Background We have shown that the endogenous stimulation of cannabinoid type-1 (CB 1 ) receptors is a prerequisite for voluntary running in mice, but the precise mechanisms through which the endocannabinoid system exerts a tonic control on running performance remain unknown. Methods We analyzed the respective impacts of constitutive/conditional CB 1 receptor mutations and of CB 1 receptor blockade on wheel-running performance. We then assessed the consequences of ventral tegmental area (VTA) CB 1 receptor blockade on the wheel-running performances of wildtype (gamma-aminobutyric acid [GABA]- CB 1 +/+ ) and mutant (GABA- CB 1 –/– ) mice for CB 1 receptors in brain GABA neurons.
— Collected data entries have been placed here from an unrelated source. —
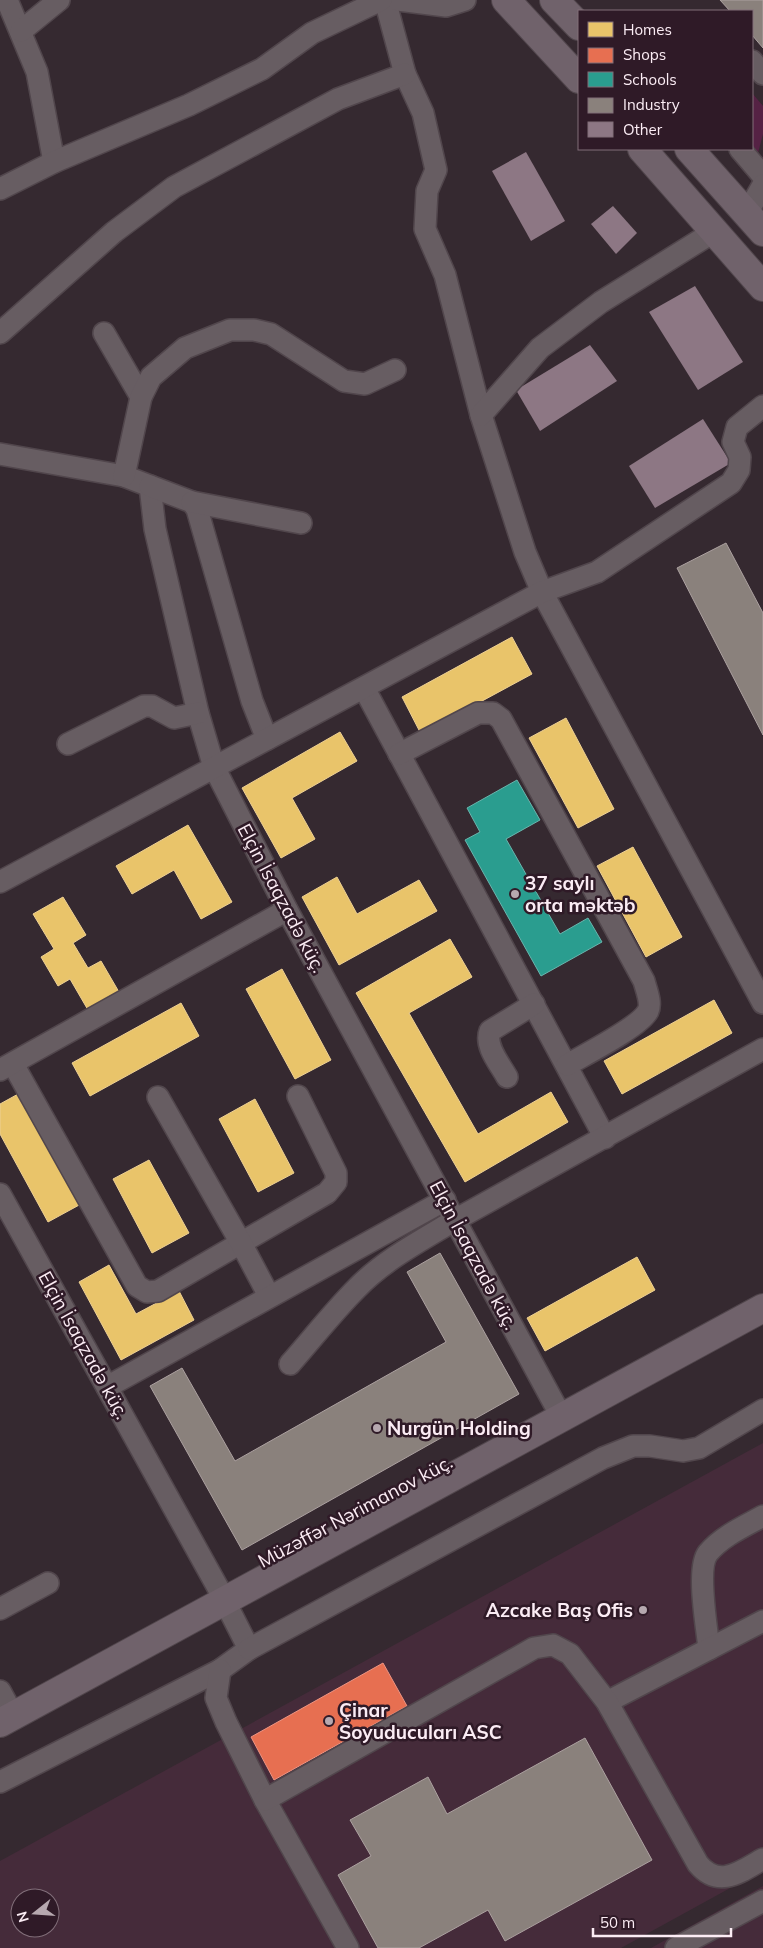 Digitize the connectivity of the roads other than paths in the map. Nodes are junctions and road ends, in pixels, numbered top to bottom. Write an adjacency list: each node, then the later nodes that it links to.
1 (7, 0): 10 (street)
2 (59, 0): 10 (street)
3 (381, 0): 18 (street)
4 (385, 0): 12 (street)
5 (398, 0): 6 (street)
6 (465, 0)
7 (506, 0): 14 (main road)
8 (554, 0): 9 (main road)
9 (578, 25)
10 (21, 31): 18 (street)
11 (753, 62): 13 (street)
12 (405, 74): 25 (street); 30 (street)
13 (763, 74)
14 (578, 78)
15 (643, 150): 23 (main road)
16 (690, 150): 22 (main road)
17 (741, 150): 19 (street)
18 (54, 162): 21 (street)
19 (763, 176)
20 (763, 185): 22 (street)
21 (0, 189)
22 (755, 223)
23 (715, 231): 24 (main road); 30 (street)
24 (763, 287)
25 (0, 332)
26 (104, 334): 28 (street)
27 (394, 370): 28 (street)
28 (141, 397): 32 (street)
29 (763, 406): 36 (street)
30 (481, 414): 36 (street)
31 (0, 454): 32 (street)
32 (124, 476): 33 (street)
33 (150, 486): 34 (street); 38 (street, Elçin İsaqzadə küç.)
34 (192, 502): 35 (street); 39 (street)
35 (301, 522)
36 (542, 592): 37 (street); 45 (street)
37 (364, 688): 39 (street); 41 (street)
38 (198, 713): 40 (street); 42 (street, Elçin İsaqzadə küç.)
39 (267, 740): 42 (street)
40 (68, 744)
41 (400, 754): 46 (street); 48 (street)
42 (214, 767): 43 (street); 44 (street, Elçin İsaqzadə küç.)
43 (0, 882)
44 (287, 910): 49 (street); 55 (street, Elçin İsaqzadə küç.)
45 (763, 1003)
46 (534, 1004): 48 (street); 50 (street)
47 (763, 1049): 53 (street)
48 (567, 1065): 53 (street)
49 (6, 1067): 57 (street)
50 (507, 1077)
51 (298, 1096): 57 (street)
52 (158, 1097): 57 (street)
53 (606, 1138): 56 (street)
54 (0, 1194): 62 (street, Elçin İsaqzadə küç.)
55 (445, 1200): 56 (street, Elçin İsaqzadə küç.); 59 (street)
56 (456, 1220): 61 (street); 64 (street, Elçin İsaqzadə küç.)
57 (241, 1243): 59 (street)
58 (763, 1290): 64 (main road)
59 (269, 1296): 62 (street)
60 (763, 1308): 64 (main road)
61 (290, 1364)
62 (107, 1387): 67 (street, Elçin İsaqzadə küç.)
63 (763, 1410): 70 (street)
64 (558, 1411): 67 (main road)
65 (763, 1516): 71 (street)
66 (48, 1583): 68 (street)
67 (221, 1594): 70 (street, Elçin İsaqzadə küç.); 74 (main road)
68 (0, 1609)
69 (763, 1621): 71 (street)
70 (249, 1649): 72 (street)
71 (709, 1649): 73 (street)
72 (220, 1670): 75 (street); 76 (street)
73 (607, 1702): 76 (street); 77 (street)
74 (2, 1705)
75 (0, 1782)
76 (265, 1800): 79 (street)
77 (763, 1859)
78 (763, 1901): 80 (street)
79 (348, 1948)
80 (676, 1948) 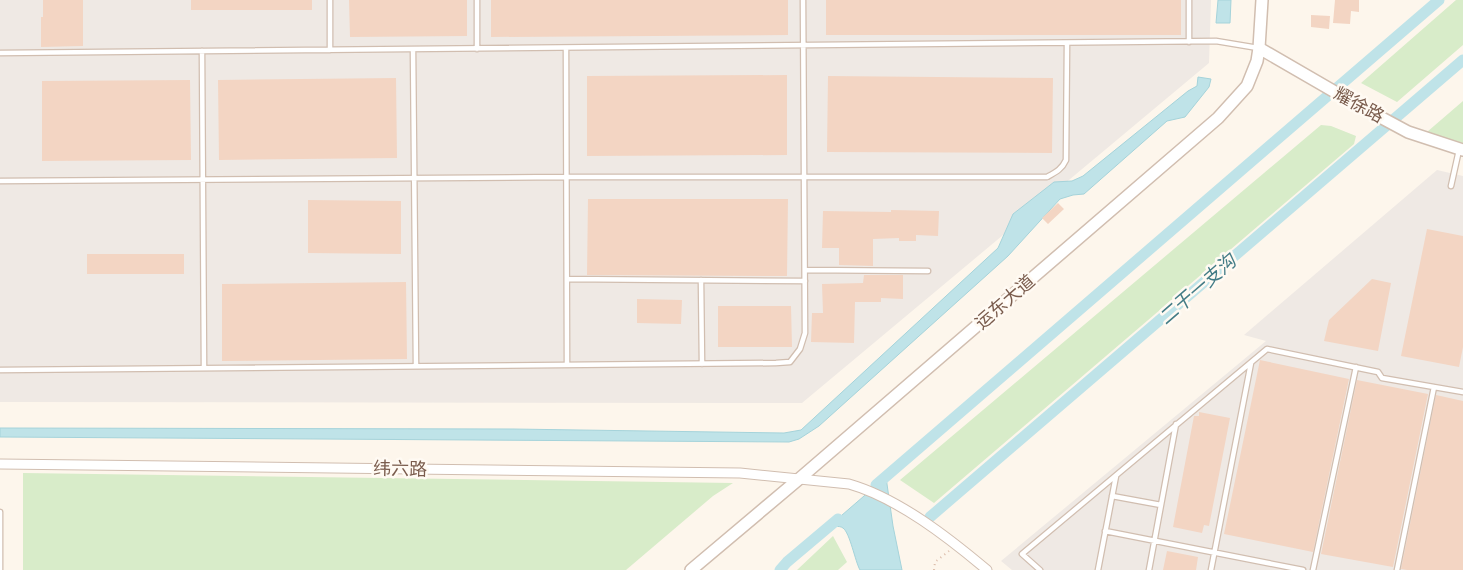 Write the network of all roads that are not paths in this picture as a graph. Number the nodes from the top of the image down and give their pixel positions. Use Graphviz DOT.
graph roads {
  1 [pos="330,0"];
  2 [pos="477,0"];
  3 [pos="803,0"];
  4 [pos="1189,0"];
  5 [pos="1262,0"];
  6 [pos="1189,42"];
  7 [pos="1067,43"];
  8 [pos="804,45"];
  9 [pos="477,48"];
  10 [pos="566,48"];
  11 [pos="1260,48"];
  12 [pos="413,49"];
  13 [pos="330,50"];
  14 [pos="202,51"];
  15 [pos="0,53"];
  16 [pos="1461,150"];
  17 [pos="804,177"];
  18 [pos="414,178"];
  19 [pos="566,178"];
  20 [pos="203,179"];
  21 [pos="0,181"];
  22 [pos="1451,186"];
  23 [pos="805,270"];
  24 [pos="928,271"];
  25 [pos="567,279"];
  26 [pos="701,280"];
  27 [pos="805,281"];
  28 [pos="1251,362"];
  29 [pos="702,364"];
  30 [pos="567,365"];
  31 [pos="416,366"];
  32 [pos="1356,367"];
  33 [pos="204,368"];
  34 [pos="0,370"];
  35 [pos="1434,387"];
  36 [pos="1463,392"];
  37 [pos="1176,424"];
  38 [pos="0,464"];
  39 [pos="1116,474"];
  40 [pos="799,479"];
  41 [pos="1112,496"];
  42 [pos="1161,505"];
  43 [pos="0,512"];
  44 [pos="1105,531"];
  45 [pos="1154,540"];
  46 [pos="1215,552"];
  47 [pos="0,570"];
  48 [pos="691,570"];
  49 [pos="987,570"];
  50 [pos="1040,570"];
  51 [pos="1098,570"];
  52 [pos="1149,570"];
  53 [pos="1211,570"];
  54 [pos="1303,570"];
  55 [pos="1314,570"];
  56 [pos="1397,570"];
  1 -- 13 [label="lane"];
  2 -- 9 [label="lane"];
  3 -- 8 [label="lane"];
  4 -- 6 [label="lane"];
  5 -- 11 [label="street, 运东大道"];
  6 -- 7 [label="lane"];
  6 -- 11 [label="lane"];
  7 -- 8 [label="lane"];
  7 -- 17 [label="lane"];
  8 -- 10 [label="lane"];
  8 -- 17 [label="lane"];
  9 -- 10 [label="lane"];
  9 -- 12 [label="lane"];
  10 -- 19 [label="lane"];
  11 -- 16 [label="street, 耀徐路"];
  11 -- 40 [label="street, 运东大道"];
  12 -- 13 [label="lane"];
  12 -- 18 [label="lane"];
  13 -- 14 [label="lane"];
  14 -- 15 [label="lane"];
  14 -- 20 [label="lane"];
  16 -- 22 [label="lane"];
  17 -- 19 [label="lane"];
  17 -- 23 [label="lane"];
  18 -- 19 [label="lane"];
  18 -- 20 [label="lane"];
  18 -- 31 [label="lane"];
  19 -- 25 [label="lane"];
  20 -- 21 [label="lane"];
  20 -- 33 [label="lane"];
  23 -- 24 [label="lane"];
  23 -- 27 [label="lane"];
  25 -- 26 [label="lane"];
  25 -- 30 [label="lane"];
  26 -- 27 [label="lane"];
  26 -- 29 [label="lane"];
  27 -- 29 [label="lane"];
  28 -- 32 [label="lane"];
  28 -- 37 [label="lane"];
  28 -- 46 [label="lane"];
  29 -- 30 [label="lane"];
  30 -- 31 [label="lane"];
  31 -- 33 [label="lane"];
  32 -- 35 [label="lane"];
  32 -- 55 [label="lane"];
  33 -- 34 [label="lane"];
  35 -- 36 [label="lane"];
  35 -- 56 [label="lane"];
  37 -- 39 [label="lane"];
  37 -- 42 [label="lane"];
  38 -- 40 [label="street, 纬六路"];
  39 -- 41 [label="lane"];
  39 -- 50 [label="lane"];
  40 -- 48 [label="street, 运东大道"];
  40 -- 49 [label="street, 纬六路"];
  41 -- 42 [label="lane"];
  41 -- 44 [label="lane"];
  42 -- 45 [label="lane"];
  43 -- 47 [label="lane"];
  44 -- 45 [label="lane"];
  44 -- 51 [label="lane"];
  45 -- 46 [label="lane"];
  45 -- 52 [label="lane"];
  46 -- 53 [label="lane"];
  46 -- 54 [label="lane"];
}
Using in vivo electrophysiology, the consequences of wheel running on VTA dopamine (DA) neuronal activity were examined in GABA- CB 1 +/+ and GABA- CB 1 –/– mice. Results Conditional deletion of CB 1 receptors from brain GABA neurons, but not from several other neuronal populations or from astrocytes, decreased wheel-running performance in mice. The inhibitory consequences of either the systemic or the intra-VTA administration of CB 1 receptor antagonists on running behavior were abolished in GABA- CB 1 –/– mice. The absence of CB 1 receptors from GABAergic neurons led to a depression of VTA DA neuronal activity after acute/repeated wheel running. Conclusions This study provides evidence that CB 1 receptors on VTA GABAergic terminals exert a permissive control on rodent voluntary running performance. Furthermore, it is shown that CB 1 receptors located on GABAergic neurons impede negative consequences of voluntary exercise on VTA DA neuronal activity. These results position the endocannabinoid control of inhibitory transmission as a prerequisite for wheel-running performance in mice.